→ Collected data entries:
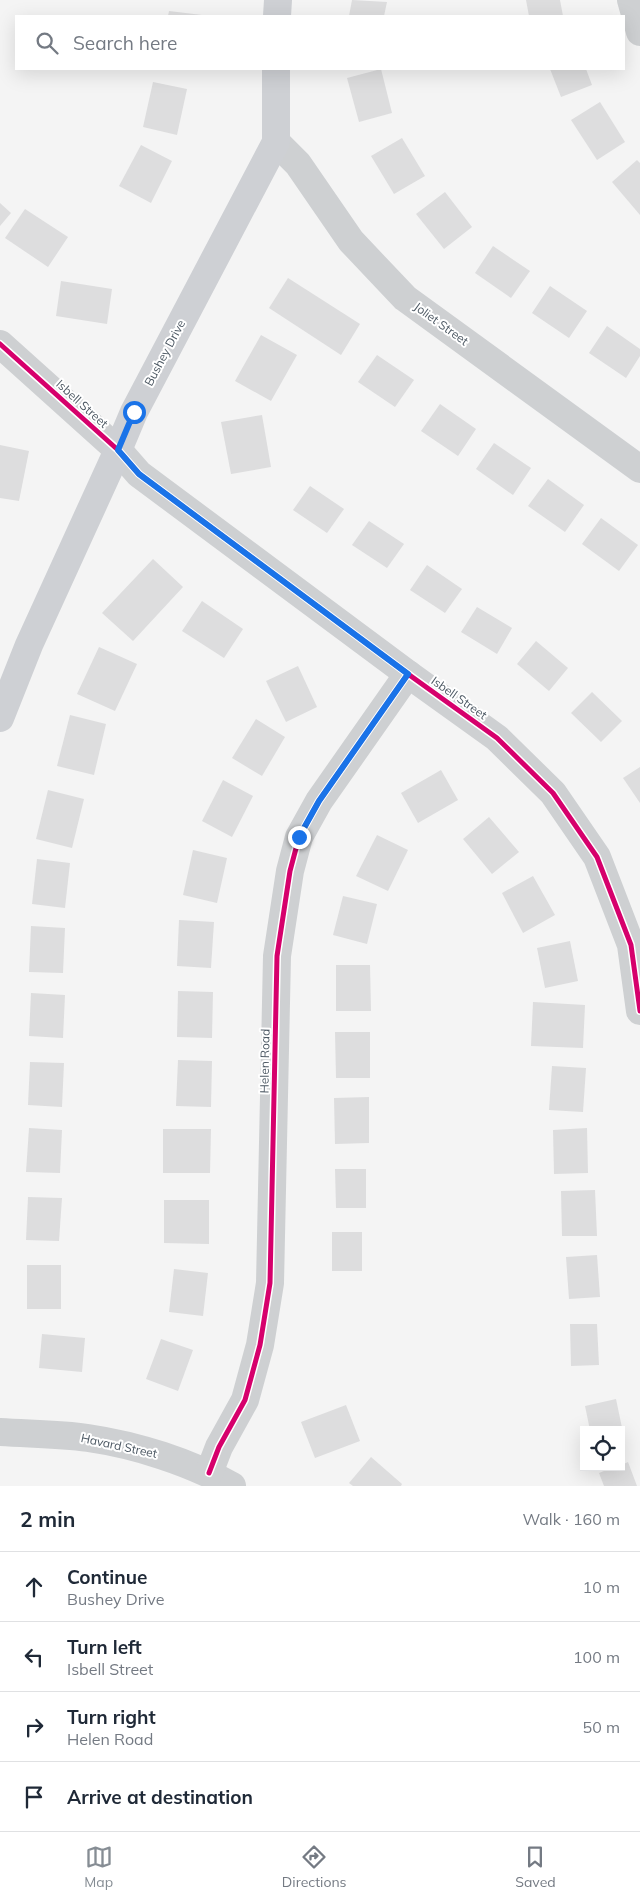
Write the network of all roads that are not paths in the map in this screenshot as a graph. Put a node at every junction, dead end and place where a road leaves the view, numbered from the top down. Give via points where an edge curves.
1 (278, 0) edge
2 (631, 0) edge
3 (277, 15) edge
4 (640, 32) edge
5 (276, 70) edge
6 (276, 142) junction
7 (0, 344) edge
8 (118, 450) junction
9 (640, 469) edge
10 (408, 674) junction
11 (0, 718) edge
12 (640, 1011) edge
13 (0, 1432) edge
14 (209, 1473) junction
15 (232, 1486) edge

1 - 3 street
2 - 4 street
5 - 6 street, Bushey Drive
6 - 8 street, Bushey Drive via 134,412
6 - 9 street, Joliet Street via 298,164 351,241 405,298
7 - 8 street, Isbell Street
8 - 10 street, Isbell Street via 139,474
8 - 11 street, Bushey Drive via 29,645
10 - 12 street, Isbell Street via 498,738 553,793 597,857 631,946
10 - 14 street, Helen Road via 319,801 299,837 290,871 277,956 270,1283 260,1345 245,1400 219,1447
13 - 14 street, Havard Street via 89,1438 157,1454
14 - 15 street, Havard Street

→ What is required: Exactly what appears in the records above must be returned, apart from the pictures.

→ Expected answer:
Write the network of all roads that are not paths in the map in this screenshot as a graph. Put a node at every junction, dead end and place where a road leaves the view, numbered from the top down. Give via points where an edge curves.
1 (278, 0) edge
2 (631, 0) edge
3 (277, 15) edge
4 (640, 32) edge
5 (276, 70) edge
6 (276, 142) junction
7 (0, 344) edge
8 (118, 450) junction
9 (640, 469) edge
10 (408, 674) junction
11 (0, 718) edge
12 (640, 1011) edge
13 (0, 1432) edge
14 (209, 1473) junction
15 (232, 1486) edge

1 - 3 street
2 - 4 street
5 - 6 street, Bushey Drive
6 - 8 street, Bushey Drive via 134,412
6 - 9 street, Joliet Street via 298,164 351,241 405,298
7 - 8 street, Isbell Street
8 - 10 street, Isbell Street via 139,474
8 - 11 street, Bushey Drive via 29,645
10 - 12 street, Isbell Street via 498,738 553,793 597,857 631,946
10 - 14 street, Helen Road via 319,801 299,837 290,871 277,956 270,1283 260,1345 245,1400 219,1447
13 - 14 street, Havard Street via 89,1438 157,1454
14 - 15 street, Havard Street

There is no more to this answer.